What you have to do >>
Find the string "улица" in the entries and copy each line that has it.

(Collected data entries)
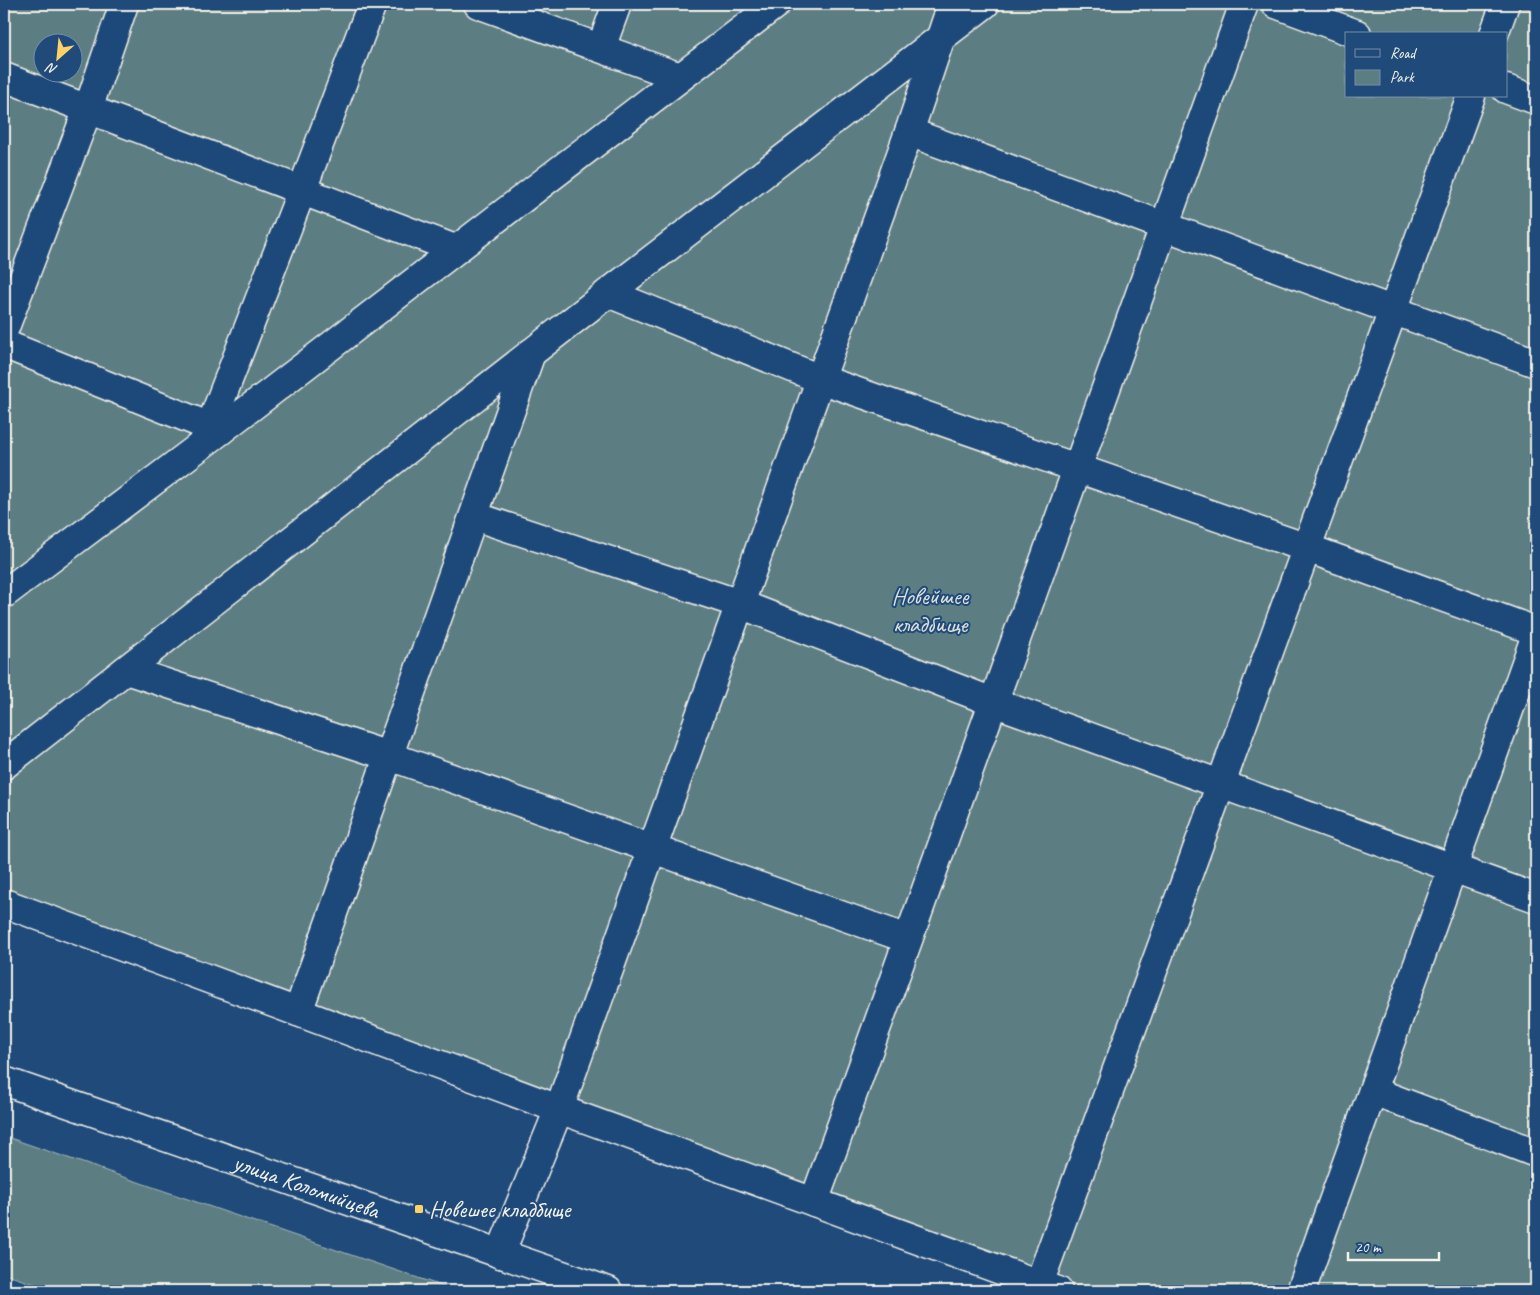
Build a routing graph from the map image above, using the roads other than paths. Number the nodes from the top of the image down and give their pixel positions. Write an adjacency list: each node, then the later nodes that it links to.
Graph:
1 (124, 4): 20 (street)
2 (372, 4): 22 (street)
3 (478, 4): 14 (street)
4 (618, 4): 14 (street)
5 (776, 4): 16 (street)
6 (952, 4): 13 (street)
7 (985, 4): 13 (street)
8 (1244, 4): 23 (street)
9 (1276, 4): 11 (street)
10 (1504, 4): 12 (street)
11 (1352, 32)
12 (1495, 32)
13 (940, 39): 21 (street); 25 (street)
14 (601, 48): 16 (street)
15 (4, 77): 20 (street)
16 (680, 77): 24 (street)
17 (1508, 90): 19 (street)
18 (1470, 98): 26 (street)
19 (1536, 100)
20 (88, 109): 22 (street); 27 (street)
21 (909, 132): 23 (street); 31 (street)
22 (302, 190): 24 (street); 32 (street)
23 (1164, 227): 26 (street); 33 (street)
24 (455, 249): 32 (street)
25 (608, 293): 29 (street); 31 (street)
26 (1393, 312): 30 (street); 35 (street)
27 (4, 330)
28 (4, 344): 32 (street)
29 (531, 353): 34 (street); 40 (street)
30 (1536, 363)
31 (820, 379): 33 (street); 37 (street)
32 (215, 429): 36 (street)
33 (1077, 468): 35 (street); 41 (street)
34 (474, 516): 37 (street); 42 (street)
35 (1307, 548): 38 (street); 44 (street)
36 (4, 594)
37 (740, 604): 41 (street); 45 (street)
38 (1536, 631)
39 (1536, 635): 46 (street)
40 (126, 670): 42 (street); 43 (street)
41 (994, 702): 44 (street); 49 (street)
42 (388, 756): 45 (street); 50 (street)
43 (4, 765)
44 (1221, 785): 46 (street); 57 (street)
45 (652, 849): 49 (street); 53 (street)
46 (1453, 868): 47 (street); 52 (street)
47 (1536, 898)
48 (4, 903): 50 (street)
49 (908, 939): 55 (street)
50 (298, 1012): 53 (street)
51 (4, 1081): 56 (street, улица Коломийцева)
52 (1373, 1091): 54 (street); 59 (street)
53 (559, 1109): 55 (street); 56 (street)
54 (1536, 1153)
55 (814, 1202): 57 (street)
56 (500, 1254): 58 (street, улица Коломийцева)
57 (1049, 1288)
58 (608, 1291)
59 (1301, 1291)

Answer for the task >>
51 (4, 1081): 56 (street, улица Коломийцева)
56 (500, 1254): 58 (street, улица Коломийцева)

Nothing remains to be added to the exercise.